In international relations, a state may possess the greatest military and economic power, yet what gives it lasting influence is not power alone, but credibility.
States may fear power, but they do not build stable partnerships without trust in commitments.
In recent decades, the image of the United States in this regard has faced visible erosion.
Washington has withdrawn from international agreements, reinterpreted them, or bypassed them when its political or strategic calculations changed.
In modern international politics, treaties are not always treated as permanent obligations, but sometimes as temporary tools subject to revision when interests shift.
After World War II, the United States appeared as one of the architects of an international system based on institutions and agreements.
However, later decades witnessed a series of events that led many countries to reconsider that image.

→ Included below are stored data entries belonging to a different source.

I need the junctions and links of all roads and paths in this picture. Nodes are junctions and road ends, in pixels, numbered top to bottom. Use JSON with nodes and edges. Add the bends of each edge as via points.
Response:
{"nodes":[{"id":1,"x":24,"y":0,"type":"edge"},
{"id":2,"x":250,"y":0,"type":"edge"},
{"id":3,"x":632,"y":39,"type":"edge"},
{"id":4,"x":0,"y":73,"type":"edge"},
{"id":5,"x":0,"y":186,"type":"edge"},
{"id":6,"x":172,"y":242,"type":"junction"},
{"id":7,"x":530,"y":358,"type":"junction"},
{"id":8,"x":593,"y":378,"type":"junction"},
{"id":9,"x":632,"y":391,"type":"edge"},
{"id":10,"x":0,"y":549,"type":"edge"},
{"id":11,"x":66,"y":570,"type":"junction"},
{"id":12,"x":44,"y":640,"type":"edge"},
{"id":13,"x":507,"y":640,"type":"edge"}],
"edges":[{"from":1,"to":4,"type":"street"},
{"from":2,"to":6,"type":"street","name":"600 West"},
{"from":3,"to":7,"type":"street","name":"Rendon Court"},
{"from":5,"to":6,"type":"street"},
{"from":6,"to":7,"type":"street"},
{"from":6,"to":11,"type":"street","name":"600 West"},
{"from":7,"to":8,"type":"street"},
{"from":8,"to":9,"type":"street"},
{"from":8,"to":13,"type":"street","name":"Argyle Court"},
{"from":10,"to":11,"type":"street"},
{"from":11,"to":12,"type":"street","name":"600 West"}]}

The U.S. withdrew from the Paris Climate Agreement and later rejoined after a change of administration.
It withdrew from the Iran nuclear deal, despite the agreement being multilateral and endorsed by the UN Security Council.
It also left the Intermediate-Range Nuclear Forces Treaty, one of the pillars of nuclear stability since the Cold War.

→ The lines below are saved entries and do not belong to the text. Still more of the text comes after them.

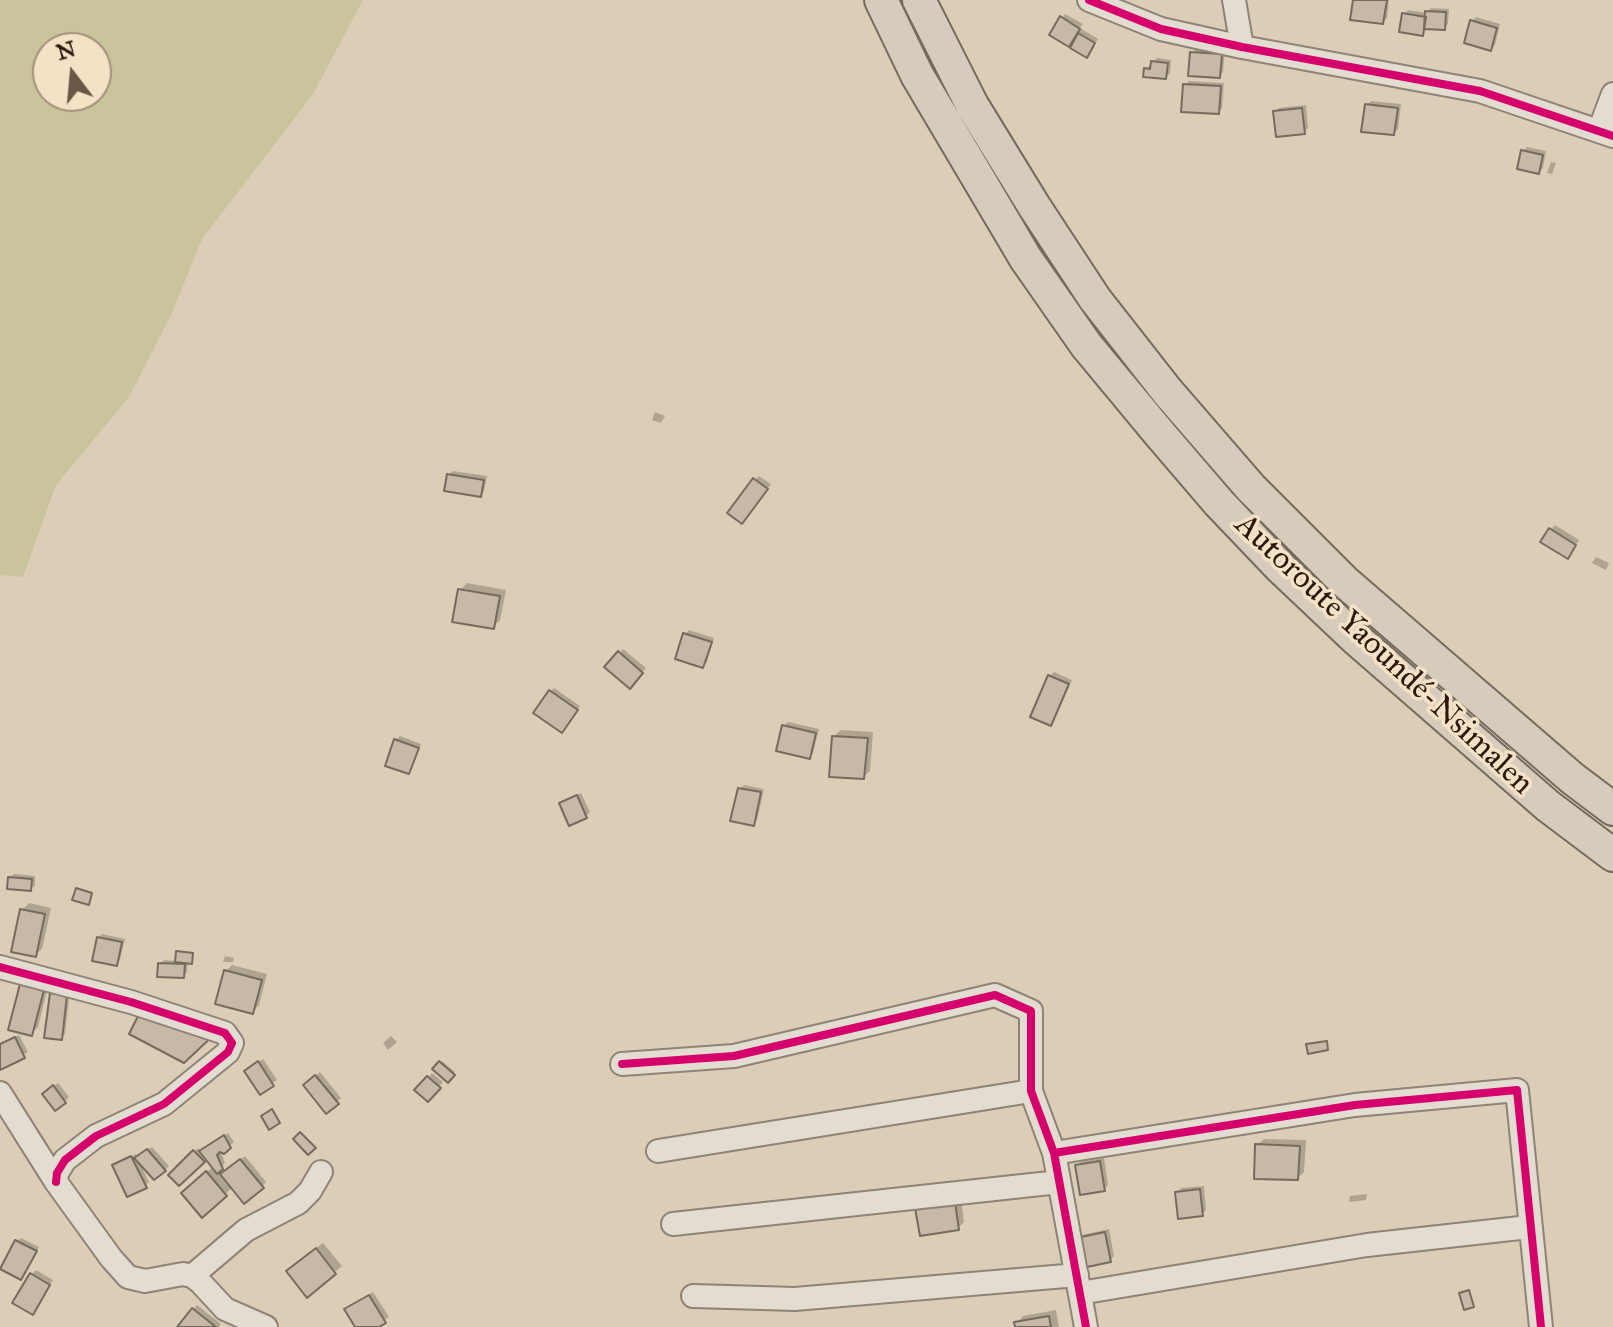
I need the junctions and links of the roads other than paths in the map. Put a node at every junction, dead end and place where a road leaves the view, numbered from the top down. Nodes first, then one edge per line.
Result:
1 (881, 0) edge
2 (919, 0) edge
3 (1089, 0) edge
4 (1234, 0) edge
5 (1242, 47) junction
6 (1613, 94) edge
7 (1606, 134) edge
8 (1613, 809) edge
9 (1613, 855) edge
10 (0, 967) edge
11 (622, 1064) dead end
12 (1031, 1091) junction
13 (0, 1093) edge
14 (658, 1151) dead end
15 (1054, 1153) junction
16 (321, 1172) dead end
17 (56, 1182) junction
18 (1059, 1182) junction
19 (673, 1224) dead end
20 (1529, 1227) junction
21 (192, 1276) junction
22 (1078, 1284) junction
23 (693, 1296) dead end
24 (266, 1327) edge
25 (1086, 1327) edge
26 (1541, 1327) edge

1 - 9 highway, Autoroute Yaoundé-Nsimalen
2 - 8 highway, Autoroute Yaoundé-Nsimalen
3 - 5 street
4 - 5 street
5 - 7 street
6 - 7 street
10 - 17 street
11 - 12 street
12 - 14 street
12 - 15 street
13 - 17 street
15 - 18 street
15 - 20 street
16 - 21 street
17 - 21 street
18 - 19 street
18 - 22 street
20 - 22 street
20 - 26 street
21 - 24 street
22 - 23 street
22 - 25 street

Trade agreements were also reconsidered or renegotiated, including agreements with Canada and Mexico that had once been presented as diplomatic achievements.
These actions are not seen merely as isolated political decisions, but as part of a broader pattern in which treaties in American policy sometimes shift from long-term commitments to flexible instruments subject to change with each administration.
Such behavior does not pass without consequence.
Trust in international relations is like invisible capital —
it takes years to build, but can erode quickly when commitments are repeatedly broken.
In political philosophy, credibility is considered one of the foundations of international stability.
Realist thinkers such as Hans Morgenthau and Henry Kissinger argued that the international system rests not only on the balance of power, but also on the balance of trust.
If agreements lose their meaning, negotiation becomes merely a temporary stop in a continuing struggle for power.
This is why some countries have become more cautious in negotiations with the United States.
Negotiation assumes good faith and a desire for stable compromise.
But historical experience has led some actors to fear that negotiations may sometimes serve as a way to gain time while realities on the ground are being reshaped.
In the logic of realpolitik, the weaker side may face a dilemma:
Should it rely on negotiation,
or fear that negotiation itself may become a cover for stronger measures later?
Yet abandoning negotiation entirely is not a solution either, because the alternative may be escalation or open confrontation.
What is changing today is that states increasingly believe that negotiating with a superpower whose credibility has been questioned requires stronger guarantees and broader international frameworks.
Power alone can impose an agreement.
But it cannot impose trust.
And the question facing the international system today is:
Can the United States rebuild its moral and political credibility,
or has the era of unconditional trust in its commitments already come to an end?